Recorded data
################
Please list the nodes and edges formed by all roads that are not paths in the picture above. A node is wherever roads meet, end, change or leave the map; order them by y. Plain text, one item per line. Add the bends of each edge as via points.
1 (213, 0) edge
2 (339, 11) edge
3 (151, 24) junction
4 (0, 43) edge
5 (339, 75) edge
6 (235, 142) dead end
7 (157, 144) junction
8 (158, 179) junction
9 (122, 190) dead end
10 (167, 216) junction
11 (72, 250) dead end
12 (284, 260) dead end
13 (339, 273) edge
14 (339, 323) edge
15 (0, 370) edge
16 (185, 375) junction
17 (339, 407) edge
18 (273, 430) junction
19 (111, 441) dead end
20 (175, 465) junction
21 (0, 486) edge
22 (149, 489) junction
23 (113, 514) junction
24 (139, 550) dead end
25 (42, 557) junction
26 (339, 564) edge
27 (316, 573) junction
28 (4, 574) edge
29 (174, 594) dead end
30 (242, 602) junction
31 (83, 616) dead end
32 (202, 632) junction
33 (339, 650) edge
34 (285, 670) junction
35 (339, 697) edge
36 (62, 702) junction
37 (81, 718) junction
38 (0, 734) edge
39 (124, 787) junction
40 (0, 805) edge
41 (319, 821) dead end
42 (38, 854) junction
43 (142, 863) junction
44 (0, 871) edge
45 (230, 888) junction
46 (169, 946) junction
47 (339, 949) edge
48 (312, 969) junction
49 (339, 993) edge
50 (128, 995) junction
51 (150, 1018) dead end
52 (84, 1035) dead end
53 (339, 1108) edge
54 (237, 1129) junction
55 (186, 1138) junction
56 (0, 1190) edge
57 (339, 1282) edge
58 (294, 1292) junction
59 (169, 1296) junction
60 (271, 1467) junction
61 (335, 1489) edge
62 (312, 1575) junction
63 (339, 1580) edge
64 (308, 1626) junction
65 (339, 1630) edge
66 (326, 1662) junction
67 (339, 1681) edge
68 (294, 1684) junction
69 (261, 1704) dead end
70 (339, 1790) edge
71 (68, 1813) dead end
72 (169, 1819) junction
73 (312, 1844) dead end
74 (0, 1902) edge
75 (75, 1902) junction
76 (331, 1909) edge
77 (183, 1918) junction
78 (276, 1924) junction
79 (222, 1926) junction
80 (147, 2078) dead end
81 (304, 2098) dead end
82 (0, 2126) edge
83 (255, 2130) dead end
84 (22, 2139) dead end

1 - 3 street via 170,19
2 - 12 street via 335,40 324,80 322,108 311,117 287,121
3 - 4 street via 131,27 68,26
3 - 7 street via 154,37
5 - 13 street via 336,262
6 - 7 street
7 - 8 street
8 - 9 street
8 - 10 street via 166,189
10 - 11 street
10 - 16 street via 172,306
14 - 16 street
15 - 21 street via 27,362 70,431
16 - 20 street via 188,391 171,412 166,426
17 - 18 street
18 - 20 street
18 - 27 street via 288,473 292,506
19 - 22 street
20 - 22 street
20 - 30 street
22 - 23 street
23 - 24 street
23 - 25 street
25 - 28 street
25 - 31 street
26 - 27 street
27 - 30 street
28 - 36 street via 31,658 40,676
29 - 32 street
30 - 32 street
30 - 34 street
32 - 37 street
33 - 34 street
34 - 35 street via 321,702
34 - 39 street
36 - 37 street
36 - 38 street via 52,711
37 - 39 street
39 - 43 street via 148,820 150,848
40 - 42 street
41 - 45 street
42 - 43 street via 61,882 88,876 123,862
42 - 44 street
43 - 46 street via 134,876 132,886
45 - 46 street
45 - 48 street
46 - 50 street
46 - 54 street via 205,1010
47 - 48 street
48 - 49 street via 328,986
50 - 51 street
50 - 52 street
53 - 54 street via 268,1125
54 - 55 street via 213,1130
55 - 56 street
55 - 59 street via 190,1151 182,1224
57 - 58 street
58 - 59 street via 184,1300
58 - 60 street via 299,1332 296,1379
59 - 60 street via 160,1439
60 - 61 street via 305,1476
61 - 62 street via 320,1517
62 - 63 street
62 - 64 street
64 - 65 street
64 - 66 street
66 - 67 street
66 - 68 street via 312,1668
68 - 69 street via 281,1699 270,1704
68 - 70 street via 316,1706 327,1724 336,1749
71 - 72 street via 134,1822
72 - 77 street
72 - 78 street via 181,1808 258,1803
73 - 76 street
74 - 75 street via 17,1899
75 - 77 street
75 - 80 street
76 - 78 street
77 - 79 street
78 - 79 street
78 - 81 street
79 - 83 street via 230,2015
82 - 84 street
################
Your instructions:
Nothing in the records above may be left out when you repeat them exactly.

Solved problem:
Please list the nodes and edges formed by all roads that are not paths in the picture above. A node is wherever roads meet, end, change or leave the map; order them by y. Plain text, one item per line. Add the bends of each edge as via points.
1 (213, 0) edge
2 (339, 11) edge
3 (151, 24) junction
4 (0, 43) edge
5 (339, 75) edge
6 (235, 142) dead end
7 (157, 144) junction
8 (158, 179) junction
9 (122, 190) dead end
10 (167, 216) junction
11 (72, 250) dead end
12 (284, 260) dead end
13 (339, 273) edge
14 (339, 323) edge
15 (0, 370) edge
16 (185, 375) junction
17 (339, 407) edge
18 (273, 430) junction
19 (111, 441) dead end
20 (175, 465) junction
21 (0, 486) edge
22 (149, 489) junction
23 (113, 514) junction
24 (139, 550) dead end
25 (42, 557) junction
26 (339, 564) edge
27 (316, 573) junction
28 (4, 574) edge
29 (174, 594) dead end
30 (242, 602) junction
31 (83, 616) dead end
32 (202, 632) junction
33 (339, 650) edge
34 (285, 670) junction
35 (339, 697) edge
36 (62, 702) junction
37 (81, 718) junction
38 (0, 734) edge
39 (124, 787) junction
40 (0, 805) edge
41 (319, 821) dead end
42 (38, 854) junction
43 (142, 863) junction
44 (0, 871) edge
45 (230, 888) junction
46 (169, 946) junction
47 (339, 949) edge
48 (312, 969) junction
49 (339, 993) edge
50 (128, 995) junction
51 (150, 1018) dead end
52 (84, 1035) dead end
53 (339, 1108) edge
54 (237, 1129) junction
55 (186, 1138) junction
56 (0, 1190) edge
57 (339, 1282) edge
58 (294, 1292) junction
59 (169, 1296) junction
60 (271, 1467) junction
61 (335, 1489) edge
62 (312, 1575) junction
63 (339, 1580) edge
64 (308, 1626) junction
65 (339, 1630) edge
66 (326, 1662) junction
67 (339, 1681) edge
68 (294, 1684) junction
69 (261, 1704) dead end
70 (339, 1790) edge
71 (68, 1813) dead end
72 (169, 1819) junction
73 (312, 1844) dead end
74 (0, 1902) edge
75 (75, 1902) junction
76 (331, 1909) edge
77 (183, 1918) junction
78 (276, 1924) junction
79 (222, 1926) junction
80 (147, 2078) dead end
81 (304, 2098) dead end
82 (0, 2126) edge
83 (255, 2130) dead end
84 (22, 2139) dead end

1 - 3 street via 170,19
2 - 12 street via 335,40 324,80 322,108 311,117 287,121
3 - 4 street via 131,27 68,26
3 - 7 street via 154,37
5 - 13 street via 336,262
6 - 7 street
7 - 8 street
8 - 9 street
8 - 10 street via 166,189
10 - 11 street
10 - 16 street via 172,306
14 - 16 street
15 - 21 street via 27,362 70,431
16 - 20 street via 188,391 171,412 166,426
17 - 18 street
18 - 20 street
18 - 27 street via 288,473 292,506
19 - 22 street
20 - 22 street
20 - 30 street
22 - 23 street
23 - 24 street
23 - 25 street
25 - 28 street
25 - 31 street
26 - 27 street
27 - 30 street
28 - 36 street via 31,658 40,676
29 - 32 street
30 - 32 street
30 - 34 street
32 - 37 street
33 - 34 street
34 - 35 street via 321,702
34 - 39 street
36 - 37 street
36 - 38 street via 52,711
37 - 39 street
39 - 43 street via 148,820 150,848
40 - 42 street
41 - 45 street
42 - 43 street via 61,882 88,876 123,862
42 - 44 street
43 - 46 street via 134,876 132,886
45 - 46 street
45 - 48 street
46 - 50 street
46 - 54 street via 205,1010
47 - 48 street
48 - 49 street via 328,986
50 - 51 street
50 - 52 street
53 - 54 street via 268,1125
54 - 55 street via 213,1130
55 - 56 street
55 - 59 street via 190,1151 182,1224
57 - 58 street
58 - 59 street via 184,1300
58 - 60 street via 299,1332 296,1379
59 - 60 street via 160,1439
60 - 61 street via 305,1476
61 - 62 street via 320,1517
62 - 63 street
62 - 64 street
64 - 65 street
64 - 66 street
66 - 67 street
66 - 68 street via 312,1668
68 - 69 street via 281,1699 270,1704
68 - 70 street via 316,1706 327,1724 336,1749
71 - 72 street via 134,1822
72 - 77 street
72 - 78 street via 181,1808 258,1803
73 - 76 street
74 - 75 street via 17,1899
75 - 77 street
75 - 80 street
76 - 78 street
77 - 79 street
78 - 79 street
78 - 81 street
79 - 83 street via 230,2015
82 - 84 street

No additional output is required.